一部の列車を除き、日高本線を経由して苫小牧駅まで直通していた。廃止直前は、全線通しの運転が4往復程度あったほか苫小牧・鵡川 - 富内・振内間の区間列車があった。

歴史

要約
視点

沿線から産出されるクロム鉱や石炭、森林資源の開発のため、北海道鉱業鉄道が金山線(沼ノ端 - 邊富内)として1922年から翌年にかけて開業したもので、1924年に北海道鉄道(2代)と改称。1943年に同社の札幌線(現在の千歳線)とともに戦時買収され、富内線となった。

その際、日高本線と路線が近接していた沼ノ端 - 豊城間は不要不急線として休止(事実上の廃止)され、豊城 - 鵡川間に新線を建設して日高本線と接続させている。

富内まで開業後、1939年5月から富内以遠の工事が続けられていたが、戦時中の財政難や富内 - 振内間の日振トンネルの難工事(蛇紋岩由来の膨張性地質)によって完成は大きく遅れた。日振トンネルの掘削工事は1941年1月に着工し、1945年1月に中断。終戦直後の1946年1月に再開されたが、GHQの命令によって1948年6月に再度中断、1953年8月から2度目の再開となり、富内 - 日高町間の工事を行った[3][4][5][6]

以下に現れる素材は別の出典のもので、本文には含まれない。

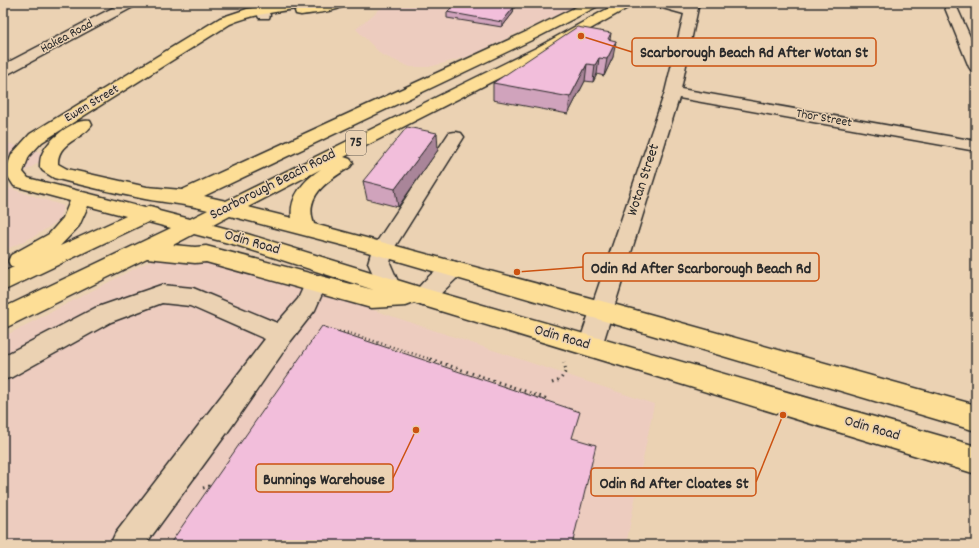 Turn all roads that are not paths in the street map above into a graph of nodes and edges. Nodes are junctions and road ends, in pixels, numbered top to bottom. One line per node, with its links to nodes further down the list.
1 (131, 3): 11 (street, Hakea Road)
2 (315, 3): 9 (main road, Ewen Street)
3 (341, 3): 9 (main road, Ewen Street)
4 (594, 3): 18 (main road, Scarborough Beach Road / 75)
5 (627, 3): 12 (main road, Scarborough Beach Road / 75)
6 (659, 3): 8 (street, Wotan Street)
7 (949, 3): 10 (street)
8 (692, 8): 13 (street, Wotan Street)
9 (262, 9): 14 (main road, Ewen Street); 15 (main road, Ewen Street)
10 (976, 67)
11 (5, 68)
12 (486, 78): 20 (main road, Scarborough Beach Road / 75); 23 (main road)
13 (673, 92): 17 (street, Thor Street); 32 (street, Wotan Street)
14 (78, 112): 15 (main road); 19 (main road, Ewen Street)
15 (97, 117): 18 (main road, Ewen Street)
16 (455, 137): 24 (street)
17 (976, 146)
18 (184, 197): 20 (main road, Odin Road); 21 (main road, Scarborough Beach Road / 75)
19 (81, 199): 21 (main road, Ewen Street); 26 (main road)
20 (228, 208): 22 (main road, Scarborough Beach Road / 75); 23 (main road, Odin Road)
21 (148, 214): 22 (main road, Odin Road); 28 (main road, Scarborough Beach Road / 75)
22 (192, 226): 25 (main road, Scarborough Beach Road / 75); 30 (main road, Odin Road)
23 (305, 228): 24 (main road, Odin Road)
24 (383, 249): 27 (main road, Odin Road); 30 (street)
25 (145, 250): 29 (main road); 33 (main road, Scarborough Beach Road / 75)
26 (3, 268)
27 (452, 269): 31 (street); 32 (main road, Odin Road)
28 (3, 282)
29 (315, 285): 31 (main road); 34 (street)
30 (389, 286): 31 (main road, Odin Road)
31 (423, 297): 35 (main road, Odin Road)
32 (602, 311): 35 (street, Wotan Street); 37 (main road, Odin Road)
33 (3, 319)
34 (281, 335): 36 (street); 39 (street)
35 (590, 346): 38 (main road, Odin Road)
36 (3, 369)
37 (976, 418)
38 (976, 460)
39 (126, 545)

富内 - 振内間の開業は1958年、振内 - 日高町間(全線開業)は1964年となった[7][8]。振内 - 日高町間の総工費は23億円で、1958年8月に着工したが、山岳地帯であることや沙流川の曲折が多いため、鉄橋やトンネル工事で難航した。区間内には当時全道一の高さ40m、延長116mの第3沙流川鉄橋など10カ所の鉄橋(総延長1195m)、6カ所のトンネルがあった[8]。1964年3月に日本鉄道建設公団が発足してからは、同公団が工事を引き継ぎ、A線(地方開発線)の辺富内線として開業設備工事を行った[9]

鵡川 - 富内間は、改正鉄道敷設法別表第134号に規定する予定線「膽振國鵡川ヨリ石狩國金山ニ至ル鐵道及「ペンケオロロツプナイ」附近ヨリ分岐シテ石狩國登川ニ至ル鐵道」の一部であり、本来、根室本線金山駅夕張線登川駅に接続するはずであった。予定線の後段部分の一部は「紅葉山から占冠を経て金山に至る鉄道(紅葉山線)」に変更し、その一部が石勝線新夕張駅 - 占冠駅)として開業している。富内までは鵡川に沿って開通した区間であるが、そのまま北海道道610号占冠穂別線に沿って鵡川をさかのぼると清風山信号場で石勝線とぶつかり、ニニウを経て占冠へとたどり着く。占冠から金山へは国道237号が通じている。この、富内からそのまま鵡川沿いに北上し、占冠を通って金山に至るという経路が予定線の最初の計画だった[10]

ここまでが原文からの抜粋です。